When Oliver Rowland hops back into his Nissan Formula E seat this weekend, he insists he won't be dwelling on any "if only..." thoughts about a 2024 title challenge that his Portland absence appears to have snatched from his grasp.
Rowland was unable to fly out to the penultimate event of the year in the US due to illness, meaning that he missed the opportunity to capitalise on points leader Nick Cassidy’s disastrous weekend.
Had Rowland been able to replicate the sort of heroics he's pulled off elsewhere this season at Portland, he could at the very least have joined Cassidy’s chief pursuers Mitch Evans and Pascal Wehrlein in being within striking range of Cassidy heading into the final two races on home soil in London this weekend.
Instead, Rowland was forced to watch those races on TV before heading to the Calafat circuit in Spain last week to test his fitness ahead of the finale.
That test proved positive and Rowland has been passed fit to compete at the inside and outside London ExCeL Arena track.
“I was gutted not to be there,” Rowland tells The Race. “I didn't know if I could watch the races to be honest. It felt weird.
“Then the aftermath, obviously, with Cassidy not really scoring and nobody really scoring big around me, it's frustrating and disappointing.”
Rowland now heads to London fifth in the standings and 36 points off Cassidy, rendering him a rank outsider in the title fight. But he’s not giving up, even though he’s never really considered being a contender this season.
“I guess stranger things have happened in Formula E. I'm still only what 36 points behind, so anything can happen,” he says.
“Look, the target for us has never been to win the championship. It can happen if certain things spiral in certain ways. All you need is one mega first day where you qualify well and win it. Then, all of a sudden if results go the right way, it can look a lot different.
“But for us, it's like any other race; we go there, we try to improve and we try to optimise our package. If it's fast enough, then I'm sure we'll be in the hunt to win. If not, then we'll be looking at improving for the second day and with one eye on next year as well, so no pressure at all really.”
Outsiders' downfalls
In reality, Antonio Felix da Costa is probably the only rank outsider you would even consider having a punt on.

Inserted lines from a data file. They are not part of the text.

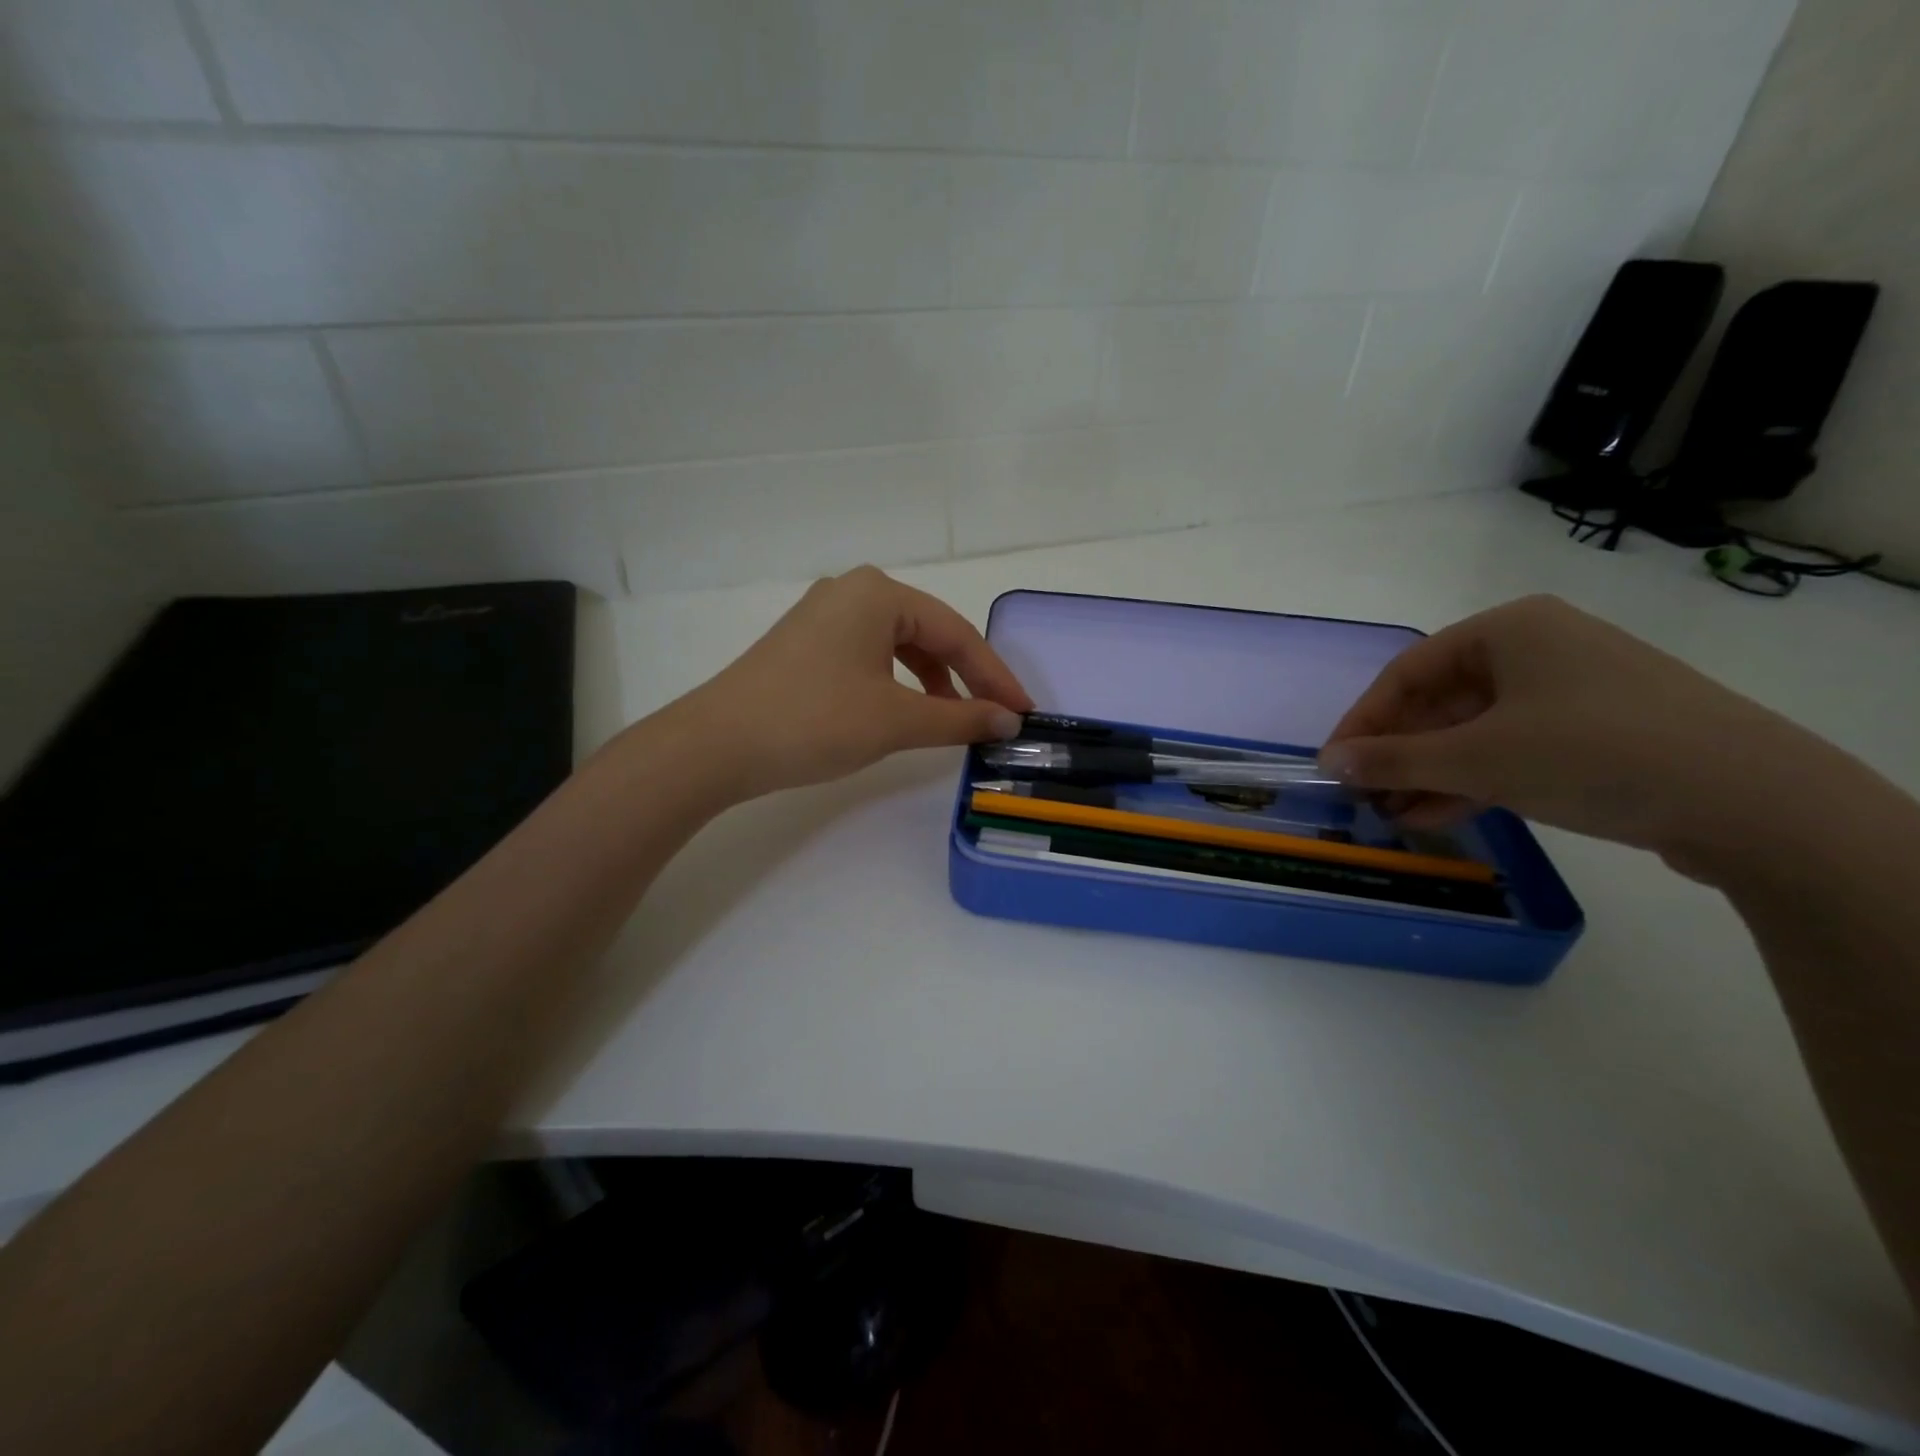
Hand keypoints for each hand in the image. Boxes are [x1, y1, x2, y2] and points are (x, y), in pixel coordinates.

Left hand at [676, 566, 1032, 798]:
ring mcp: (824, 616)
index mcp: (878, 593)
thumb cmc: (814, 721)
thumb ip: (959, 718)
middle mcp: (852, 591)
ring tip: (952, 719)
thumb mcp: (896, 720)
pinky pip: (870, 655)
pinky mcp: (806, 643)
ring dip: (932, 681)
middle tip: (996, 715)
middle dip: (965, 677)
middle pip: (928, 633)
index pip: (955, 634)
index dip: (994, 677)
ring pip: (899, 645)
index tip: (1023, 711)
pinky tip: (905, 710)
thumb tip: (1007, 721)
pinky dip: (897, 682)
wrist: (716, 745)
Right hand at [1318, 594, 1829, 870]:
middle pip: (1441, 702)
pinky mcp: (1600, 732)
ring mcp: (1573, 691)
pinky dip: (1474, 779)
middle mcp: (1539, 649)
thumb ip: (1393, 760)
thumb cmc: (1590, 753)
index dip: (1363, 720)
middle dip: (1399, 753)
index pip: (1407, 672)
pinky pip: (1513, 748)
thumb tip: (1328, 763)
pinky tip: (1438, 813)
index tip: (1335, 764)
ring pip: (1476, 730)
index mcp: (1508, 630)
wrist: (1753, 801)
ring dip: (1431, 773)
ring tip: (1394, 814)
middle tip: (1365, 794)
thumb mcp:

He’s 33 points off Cassidy - three points ahead of Rowland and fourth overall - meaning that only an outrageous set of circumstances would create an extraordinary and unlikely final weekend title twist.
Yet both drivers have legitimate reasons to ponder what might have been if certain scenarios had played out a little more favourably. In both cases, the Porsche and Nissan drivers have fallen foul of slow starts to the season and a loss of points not of their making.
Da Costa’s dreadful start in Mexico and Saudi Arabia was much starker than Rowland’s, as the Nissan driver did manage a pole that he converted into a third-place finish in the second race of the Diriyah weekend in January.
But at Misano in April da Costa infamously lost a maximum score, as he was disqualified after his Porsche was adjudged to have used the wrong throttle pedal spring, while in the second race Rowland was on course to win when his car ran out of useable energy on the final lap - the consequence of a start procedure error from Nissan.
Add that to the two races missed for Rowland and in another world he could easily have been Cassidy’s nearest rival and biggest concern ahead of the finale.
“I've kind of accepted it all in my own head already,” says Rowland. “You can't spend too long dwelling over these things, [though] I'm sure there'll be a small thought on Sunday if it is close.
“You can always look and say 'what if' but really the pure priority for this year wasn't to go for the championship.
“Even to be talking about a position where we could've been in the mix is great. And I think it just puts us in a really good position for next year too.”
Rowland has already been testing the Nissan Gen3 Evo package ahead of 2025. It is a season that promises a great deal considering the efforts Nissan has put into centralising its programme after years of a more expansive operation that included the e.dams organisation and the Viry-Chatillon engine headquarters of the Renault Formula 1 team (now Alpine).
That pure factory feeling is now starting to pay dividends and Rowland is privately direct on how different and more efficient the set-up is now compared to when he drove for the team in its previous guise from 2018-21.
There is little doubt therefore that Nissan should be the prime challenger to the Porsche- and Jaguar-powered cars in the first season of the upgraded ruleset that begins this December.
Rowland, two races down on those he is among at the top of the points table, will definitely be at the forefront of that challenge. And with a touch more luck, he might just be capable of bringing a first ever world championship title to the Japanese manufacturer.